— Task inputs —

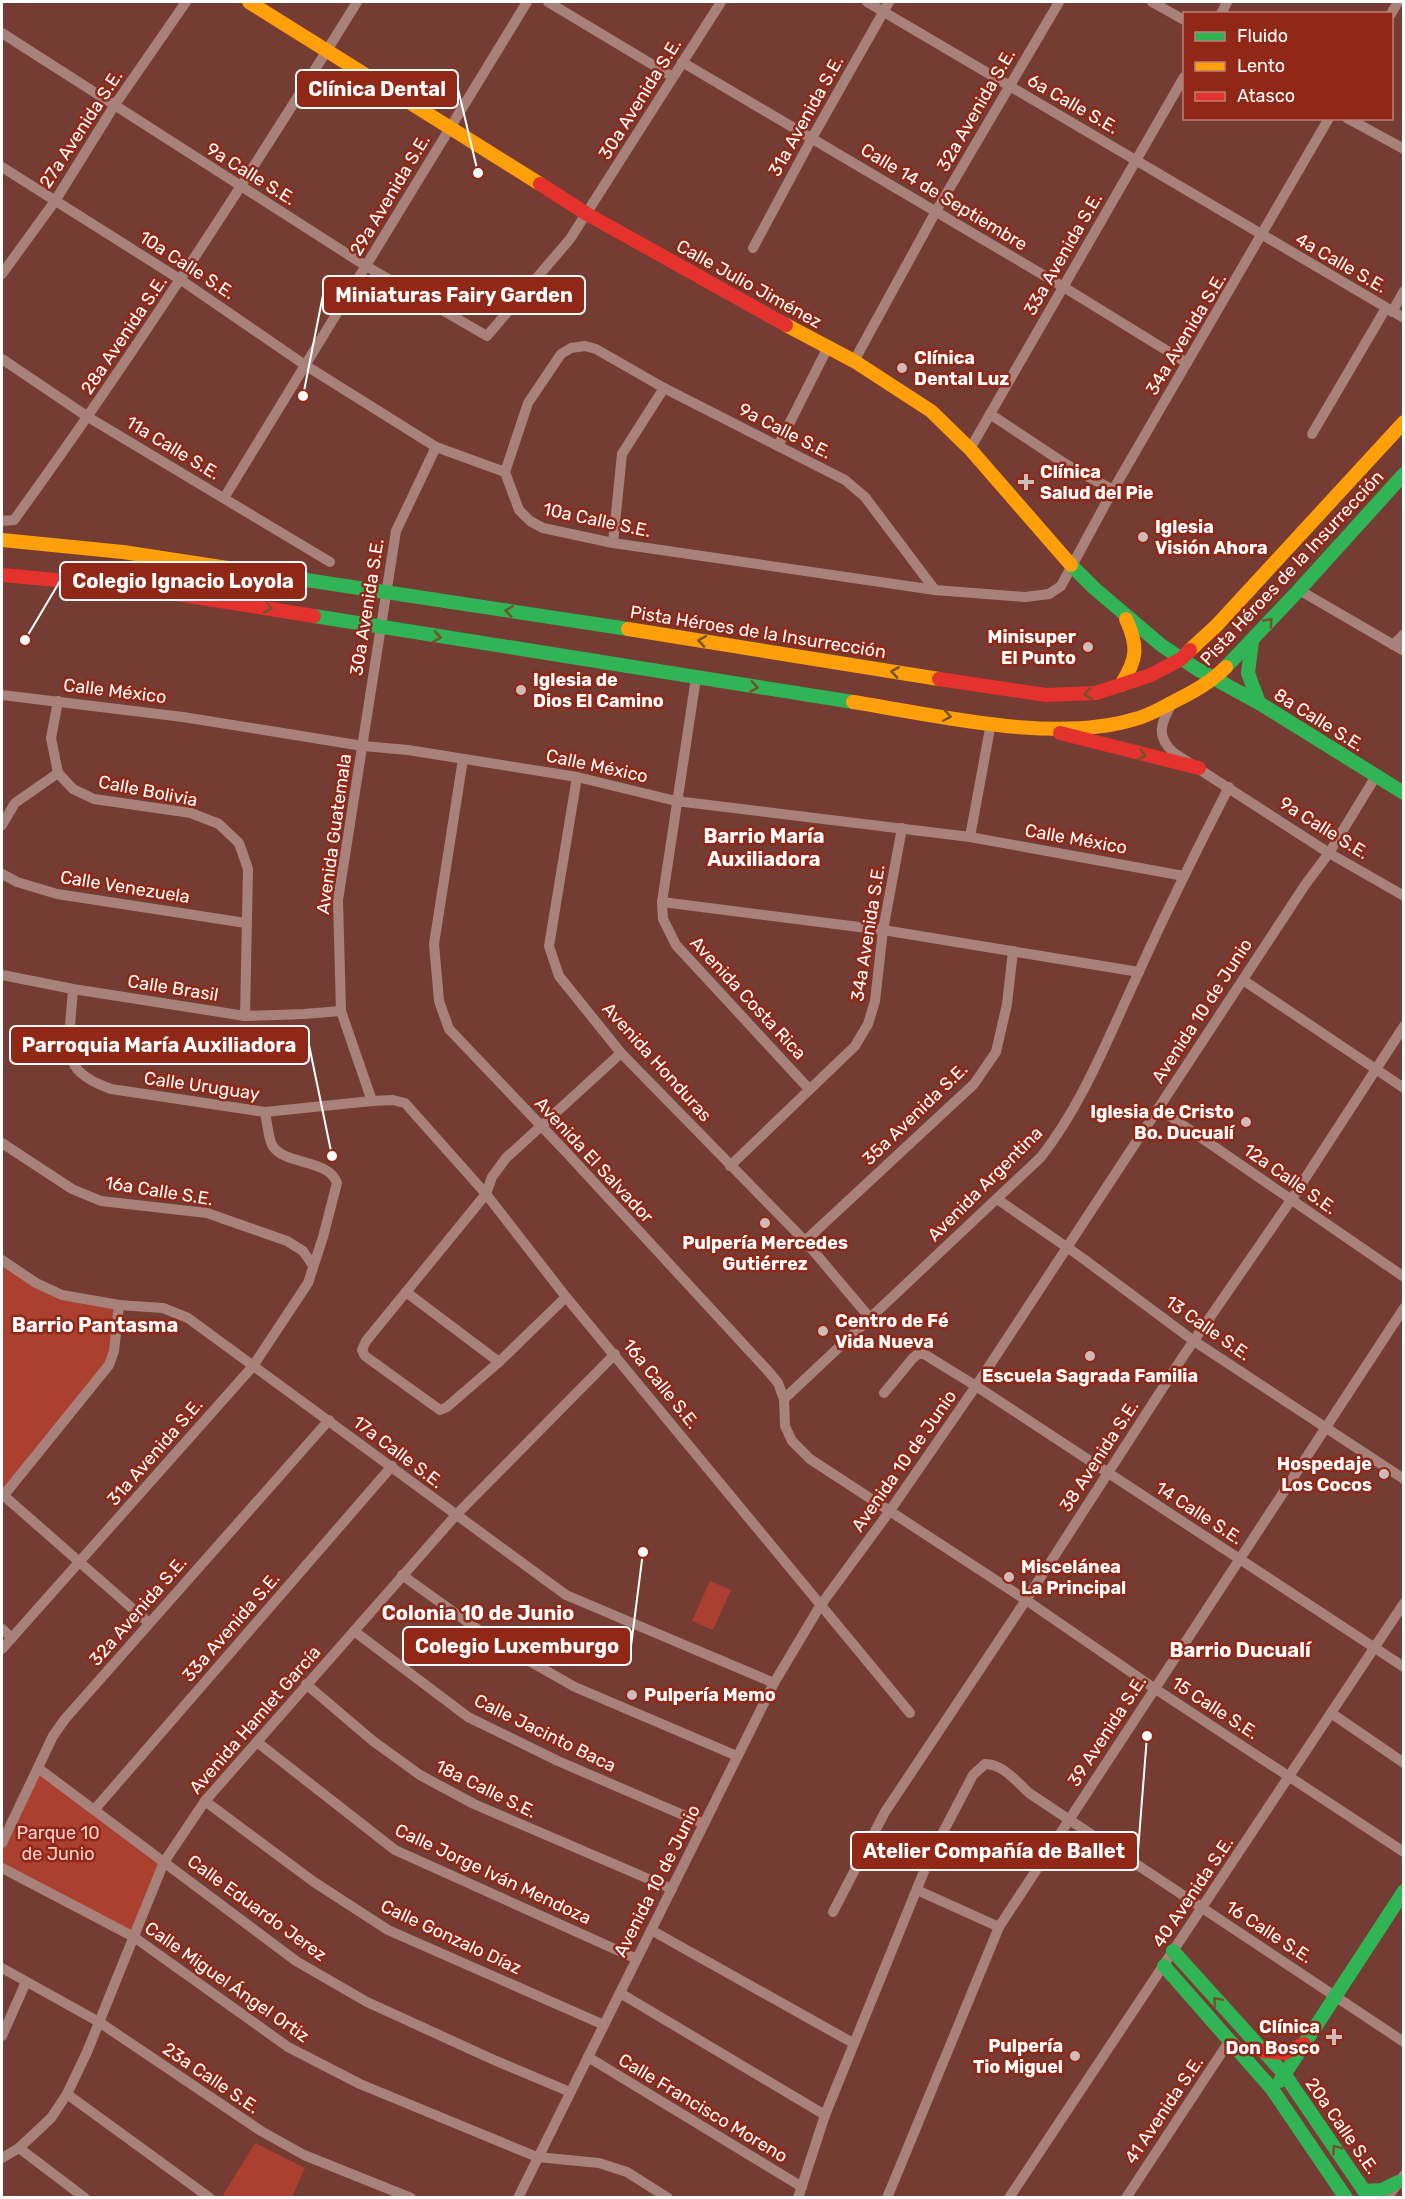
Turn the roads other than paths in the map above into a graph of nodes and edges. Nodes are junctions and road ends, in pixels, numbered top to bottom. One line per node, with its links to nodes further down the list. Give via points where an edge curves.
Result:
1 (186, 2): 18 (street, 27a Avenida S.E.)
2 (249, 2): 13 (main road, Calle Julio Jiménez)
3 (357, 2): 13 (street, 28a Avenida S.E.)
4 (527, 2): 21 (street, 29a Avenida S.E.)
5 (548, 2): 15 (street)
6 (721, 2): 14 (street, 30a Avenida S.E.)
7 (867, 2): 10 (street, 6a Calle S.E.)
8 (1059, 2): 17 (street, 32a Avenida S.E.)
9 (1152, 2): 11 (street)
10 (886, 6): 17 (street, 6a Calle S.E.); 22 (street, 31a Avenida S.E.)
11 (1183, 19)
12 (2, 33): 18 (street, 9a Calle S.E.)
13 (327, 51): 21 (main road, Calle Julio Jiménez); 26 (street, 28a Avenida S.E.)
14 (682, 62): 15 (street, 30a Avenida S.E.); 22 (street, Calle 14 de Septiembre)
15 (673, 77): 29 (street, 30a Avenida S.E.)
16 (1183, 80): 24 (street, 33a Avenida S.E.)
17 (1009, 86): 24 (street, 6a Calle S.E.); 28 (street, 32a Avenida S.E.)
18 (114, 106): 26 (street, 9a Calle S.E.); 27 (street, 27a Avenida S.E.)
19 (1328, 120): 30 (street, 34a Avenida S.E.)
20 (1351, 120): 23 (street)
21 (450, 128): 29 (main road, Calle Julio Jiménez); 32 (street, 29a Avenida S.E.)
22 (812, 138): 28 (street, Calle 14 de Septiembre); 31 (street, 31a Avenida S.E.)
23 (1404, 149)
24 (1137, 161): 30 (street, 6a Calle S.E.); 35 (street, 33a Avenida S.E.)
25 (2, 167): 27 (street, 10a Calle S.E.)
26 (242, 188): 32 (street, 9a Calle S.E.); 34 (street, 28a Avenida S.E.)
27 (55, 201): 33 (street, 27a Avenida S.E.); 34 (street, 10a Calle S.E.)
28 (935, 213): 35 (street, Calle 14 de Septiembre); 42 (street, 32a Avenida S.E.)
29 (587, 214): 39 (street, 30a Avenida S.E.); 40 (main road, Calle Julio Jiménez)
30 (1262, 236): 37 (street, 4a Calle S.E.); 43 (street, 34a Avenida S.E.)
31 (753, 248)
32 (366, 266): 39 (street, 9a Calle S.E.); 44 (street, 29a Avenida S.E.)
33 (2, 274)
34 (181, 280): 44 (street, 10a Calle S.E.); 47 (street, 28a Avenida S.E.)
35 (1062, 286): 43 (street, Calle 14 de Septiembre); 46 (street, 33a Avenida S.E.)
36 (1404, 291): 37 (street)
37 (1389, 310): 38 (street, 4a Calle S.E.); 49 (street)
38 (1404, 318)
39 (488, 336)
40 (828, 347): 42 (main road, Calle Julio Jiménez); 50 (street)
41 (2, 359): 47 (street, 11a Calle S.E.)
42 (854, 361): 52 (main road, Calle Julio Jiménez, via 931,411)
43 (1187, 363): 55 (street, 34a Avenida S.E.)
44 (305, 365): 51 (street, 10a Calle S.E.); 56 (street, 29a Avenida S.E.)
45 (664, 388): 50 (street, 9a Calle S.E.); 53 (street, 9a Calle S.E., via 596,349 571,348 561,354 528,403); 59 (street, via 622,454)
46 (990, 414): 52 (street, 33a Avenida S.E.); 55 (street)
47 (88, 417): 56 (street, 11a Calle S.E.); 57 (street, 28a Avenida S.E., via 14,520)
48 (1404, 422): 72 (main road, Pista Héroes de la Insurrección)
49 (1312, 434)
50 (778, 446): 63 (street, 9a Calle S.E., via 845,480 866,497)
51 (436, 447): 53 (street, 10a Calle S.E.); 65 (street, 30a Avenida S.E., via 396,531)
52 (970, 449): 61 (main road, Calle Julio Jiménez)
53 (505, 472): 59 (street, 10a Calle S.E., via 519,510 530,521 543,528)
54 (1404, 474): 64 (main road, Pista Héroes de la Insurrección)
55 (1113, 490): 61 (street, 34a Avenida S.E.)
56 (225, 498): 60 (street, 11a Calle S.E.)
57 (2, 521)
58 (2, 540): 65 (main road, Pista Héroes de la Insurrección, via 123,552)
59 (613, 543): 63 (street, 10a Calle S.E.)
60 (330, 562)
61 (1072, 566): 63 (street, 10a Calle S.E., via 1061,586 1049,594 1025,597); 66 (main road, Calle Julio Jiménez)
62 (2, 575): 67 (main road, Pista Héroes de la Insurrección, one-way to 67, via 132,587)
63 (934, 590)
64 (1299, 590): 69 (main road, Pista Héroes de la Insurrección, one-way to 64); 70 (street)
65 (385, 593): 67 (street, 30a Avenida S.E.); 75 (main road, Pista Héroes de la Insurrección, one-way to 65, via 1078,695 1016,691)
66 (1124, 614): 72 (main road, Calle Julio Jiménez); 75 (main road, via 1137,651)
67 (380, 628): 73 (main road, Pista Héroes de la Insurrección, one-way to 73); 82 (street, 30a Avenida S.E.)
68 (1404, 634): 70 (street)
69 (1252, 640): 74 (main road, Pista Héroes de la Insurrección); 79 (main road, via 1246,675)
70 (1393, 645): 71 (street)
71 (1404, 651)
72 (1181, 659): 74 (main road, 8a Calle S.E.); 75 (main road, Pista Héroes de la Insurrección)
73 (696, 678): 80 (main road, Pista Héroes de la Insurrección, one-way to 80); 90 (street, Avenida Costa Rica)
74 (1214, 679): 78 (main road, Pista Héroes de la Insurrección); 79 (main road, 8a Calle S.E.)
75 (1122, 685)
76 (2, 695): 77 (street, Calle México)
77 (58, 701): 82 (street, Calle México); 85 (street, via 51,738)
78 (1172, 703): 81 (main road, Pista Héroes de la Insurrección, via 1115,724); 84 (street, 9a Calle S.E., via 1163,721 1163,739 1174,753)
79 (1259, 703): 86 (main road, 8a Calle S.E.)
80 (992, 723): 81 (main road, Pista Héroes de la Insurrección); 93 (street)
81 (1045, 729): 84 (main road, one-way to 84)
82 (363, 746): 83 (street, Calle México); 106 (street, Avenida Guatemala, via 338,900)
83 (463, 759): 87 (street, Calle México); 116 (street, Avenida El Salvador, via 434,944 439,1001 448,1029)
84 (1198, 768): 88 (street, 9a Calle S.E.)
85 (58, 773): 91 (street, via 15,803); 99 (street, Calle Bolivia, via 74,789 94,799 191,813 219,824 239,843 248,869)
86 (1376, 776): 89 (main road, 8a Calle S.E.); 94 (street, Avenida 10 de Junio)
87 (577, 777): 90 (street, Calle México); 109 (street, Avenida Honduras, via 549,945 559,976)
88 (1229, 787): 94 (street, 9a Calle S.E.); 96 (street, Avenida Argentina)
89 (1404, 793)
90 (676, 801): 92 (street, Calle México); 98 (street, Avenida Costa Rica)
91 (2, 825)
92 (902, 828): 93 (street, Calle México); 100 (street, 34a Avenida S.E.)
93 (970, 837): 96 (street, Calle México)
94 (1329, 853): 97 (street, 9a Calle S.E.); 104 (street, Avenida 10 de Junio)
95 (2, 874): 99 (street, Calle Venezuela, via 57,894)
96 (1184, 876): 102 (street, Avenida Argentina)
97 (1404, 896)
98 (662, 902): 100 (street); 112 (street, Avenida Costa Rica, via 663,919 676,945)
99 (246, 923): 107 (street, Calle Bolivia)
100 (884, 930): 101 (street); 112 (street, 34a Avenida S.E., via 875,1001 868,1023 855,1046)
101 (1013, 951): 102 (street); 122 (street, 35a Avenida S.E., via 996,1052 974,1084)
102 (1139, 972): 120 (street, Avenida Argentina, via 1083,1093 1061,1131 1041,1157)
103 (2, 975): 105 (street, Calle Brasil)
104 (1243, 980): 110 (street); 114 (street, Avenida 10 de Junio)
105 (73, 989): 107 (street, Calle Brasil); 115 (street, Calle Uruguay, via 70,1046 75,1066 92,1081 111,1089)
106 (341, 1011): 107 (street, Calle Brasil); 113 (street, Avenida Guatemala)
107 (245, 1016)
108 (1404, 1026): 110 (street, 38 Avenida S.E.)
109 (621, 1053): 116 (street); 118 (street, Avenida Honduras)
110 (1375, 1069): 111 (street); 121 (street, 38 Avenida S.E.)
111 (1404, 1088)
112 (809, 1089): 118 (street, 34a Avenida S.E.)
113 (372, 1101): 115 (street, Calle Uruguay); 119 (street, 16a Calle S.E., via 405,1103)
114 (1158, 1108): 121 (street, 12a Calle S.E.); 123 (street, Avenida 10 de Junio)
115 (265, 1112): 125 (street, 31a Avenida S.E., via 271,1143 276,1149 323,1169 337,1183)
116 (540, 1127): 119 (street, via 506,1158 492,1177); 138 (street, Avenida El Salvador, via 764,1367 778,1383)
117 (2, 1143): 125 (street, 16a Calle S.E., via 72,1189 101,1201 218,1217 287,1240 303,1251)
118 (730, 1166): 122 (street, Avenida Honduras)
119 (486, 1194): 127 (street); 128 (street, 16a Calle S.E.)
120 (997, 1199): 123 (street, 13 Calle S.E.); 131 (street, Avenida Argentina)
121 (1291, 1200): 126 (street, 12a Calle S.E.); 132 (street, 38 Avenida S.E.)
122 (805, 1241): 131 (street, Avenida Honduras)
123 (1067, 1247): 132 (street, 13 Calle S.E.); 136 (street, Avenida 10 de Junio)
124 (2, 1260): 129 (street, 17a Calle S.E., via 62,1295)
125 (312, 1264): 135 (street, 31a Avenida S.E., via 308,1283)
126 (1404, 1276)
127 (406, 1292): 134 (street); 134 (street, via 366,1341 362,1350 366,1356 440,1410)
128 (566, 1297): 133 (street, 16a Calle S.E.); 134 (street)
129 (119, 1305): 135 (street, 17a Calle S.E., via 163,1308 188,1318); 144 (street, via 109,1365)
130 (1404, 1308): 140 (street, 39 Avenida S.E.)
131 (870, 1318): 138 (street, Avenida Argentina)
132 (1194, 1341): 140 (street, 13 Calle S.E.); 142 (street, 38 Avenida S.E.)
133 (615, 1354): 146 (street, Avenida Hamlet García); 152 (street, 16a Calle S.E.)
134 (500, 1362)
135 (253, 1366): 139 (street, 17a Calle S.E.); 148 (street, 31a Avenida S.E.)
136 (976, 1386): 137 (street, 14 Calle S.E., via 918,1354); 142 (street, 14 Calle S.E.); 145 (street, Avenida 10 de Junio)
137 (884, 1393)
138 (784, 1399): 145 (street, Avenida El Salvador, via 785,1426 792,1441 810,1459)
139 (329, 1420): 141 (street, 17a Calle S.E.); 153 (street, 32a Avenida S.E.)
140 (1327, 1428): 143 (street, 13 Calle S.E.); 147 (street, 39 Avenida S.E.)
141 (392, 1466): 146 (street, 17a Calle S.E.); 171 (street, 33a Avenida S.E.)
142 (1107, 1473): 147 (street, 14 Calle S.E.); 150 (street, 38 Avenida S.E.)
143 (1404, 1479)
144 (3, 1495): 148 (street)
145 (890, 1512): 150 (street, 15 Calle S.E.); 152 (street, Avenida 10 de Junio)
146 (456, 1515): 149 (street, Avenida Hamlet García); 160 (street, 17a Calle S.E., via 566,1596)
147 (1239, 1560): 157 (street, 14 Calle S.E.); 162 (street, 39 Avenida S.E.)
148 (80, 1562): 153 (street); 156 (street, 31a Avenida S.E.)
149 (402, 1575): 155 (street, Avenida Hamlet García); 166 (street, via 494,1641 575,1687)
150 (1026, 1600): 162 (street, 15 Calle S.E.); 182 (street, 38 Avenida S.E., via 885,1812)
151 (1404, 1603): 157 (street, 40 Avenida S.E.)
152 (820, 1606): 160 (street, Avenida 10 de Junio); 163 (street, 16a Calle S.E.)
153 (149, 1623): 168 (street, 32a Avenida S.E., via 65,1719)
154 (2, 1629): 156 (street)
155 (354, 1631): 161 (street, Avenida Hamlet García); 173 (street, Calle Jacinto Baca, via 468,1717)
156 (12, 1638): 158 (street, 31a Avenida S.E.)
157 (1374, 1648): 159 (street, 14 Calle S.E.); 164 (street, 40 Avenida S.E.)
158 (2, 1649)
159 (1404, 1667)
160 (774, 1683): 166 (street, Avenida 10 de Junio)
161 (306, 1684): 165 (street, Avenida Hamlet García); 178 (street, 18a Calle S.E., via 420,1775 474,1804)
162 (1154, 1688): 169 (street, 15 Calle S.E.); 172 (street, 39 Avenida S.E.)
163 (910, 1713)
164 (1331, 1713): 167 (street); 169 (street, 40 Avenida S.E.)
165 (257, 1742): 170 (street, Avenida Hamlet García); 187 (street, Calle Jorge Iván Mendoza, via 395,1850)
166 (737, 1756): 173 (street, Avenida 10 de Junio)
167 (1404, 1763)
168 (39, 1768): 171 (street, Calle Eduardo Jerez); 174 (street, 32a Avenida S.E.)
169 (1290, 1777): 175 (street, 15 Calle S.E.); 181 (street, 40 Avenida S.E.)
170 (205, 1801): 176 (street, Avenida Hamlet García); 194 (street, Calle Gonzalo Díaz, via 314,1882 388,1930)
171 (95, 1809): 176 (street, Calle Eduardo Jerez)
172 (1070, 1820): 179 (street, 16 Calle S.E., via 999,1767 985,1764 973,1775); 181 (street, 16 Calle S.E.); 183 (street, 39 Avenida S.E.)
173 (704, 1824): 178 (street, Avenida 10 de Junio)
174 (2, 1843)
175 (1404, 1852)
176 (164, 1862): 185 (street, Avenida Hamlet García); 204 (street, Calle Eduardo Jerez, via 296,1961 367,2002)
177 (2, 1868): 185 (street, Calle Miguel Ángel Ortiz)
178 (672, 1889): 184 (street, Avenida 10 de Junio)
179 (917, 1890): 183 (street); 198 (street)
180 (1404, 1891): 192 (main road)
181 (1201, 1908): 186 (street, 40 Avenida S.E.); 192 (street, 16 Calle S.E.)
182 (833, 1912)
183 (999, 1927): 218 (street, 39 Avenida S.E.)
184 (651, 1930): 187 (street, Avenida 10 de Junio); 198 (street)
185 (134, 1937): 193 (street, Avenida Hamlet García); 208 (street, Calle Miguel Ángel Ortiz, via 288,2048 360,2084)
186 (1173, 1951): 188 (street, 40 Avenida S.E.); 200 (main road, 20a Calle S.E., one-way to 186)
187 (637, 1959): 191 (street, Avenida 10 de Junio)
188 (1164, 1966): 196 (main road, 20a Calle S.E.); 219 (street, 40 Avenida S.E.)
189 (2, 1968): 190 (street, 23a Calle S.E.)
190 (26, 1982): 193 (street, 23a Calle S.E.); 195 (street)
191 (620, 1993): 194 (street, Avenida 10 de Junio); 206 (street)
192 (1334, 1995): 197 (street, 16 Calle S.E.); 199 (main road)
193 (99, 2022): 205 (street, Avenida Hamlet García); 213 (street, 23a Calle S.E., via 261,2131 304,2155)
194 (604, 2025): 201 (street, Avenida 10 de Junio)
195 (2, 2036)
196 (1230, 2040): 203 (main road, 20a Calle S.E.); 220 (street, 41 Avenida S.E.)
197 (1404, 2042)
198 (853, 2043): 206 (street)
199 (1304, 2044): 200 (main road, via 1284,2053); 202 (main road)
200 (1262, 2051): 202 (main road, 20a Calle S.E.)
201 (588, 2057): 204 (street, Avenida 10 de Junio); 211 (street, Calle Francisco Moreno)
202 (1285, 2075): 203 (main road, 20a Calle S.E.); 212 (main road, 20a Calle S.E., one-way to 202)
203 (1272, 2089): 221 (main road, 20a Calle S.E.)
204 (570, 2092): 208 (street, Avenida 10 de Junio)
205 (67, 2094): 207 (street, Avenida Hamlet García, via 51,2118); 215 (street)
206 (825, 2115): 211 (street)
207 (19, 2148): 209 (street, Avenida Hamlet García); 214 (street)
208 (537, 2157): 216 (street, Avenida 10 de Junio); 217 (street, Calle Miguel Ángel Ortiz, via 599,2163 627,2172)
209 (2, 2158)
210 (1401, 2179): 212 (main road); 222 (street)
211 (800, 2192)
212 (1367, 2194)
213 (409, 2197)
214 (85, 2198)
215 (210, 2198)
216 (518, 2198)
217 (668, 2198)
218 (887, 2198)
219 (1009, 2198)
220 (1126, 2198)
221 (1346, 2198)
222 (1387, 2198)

— What is being asked —
Look for the word "Ortiz" in every line of the records. State how many lines contain it, and write only the number.

— Output of the exercise —
3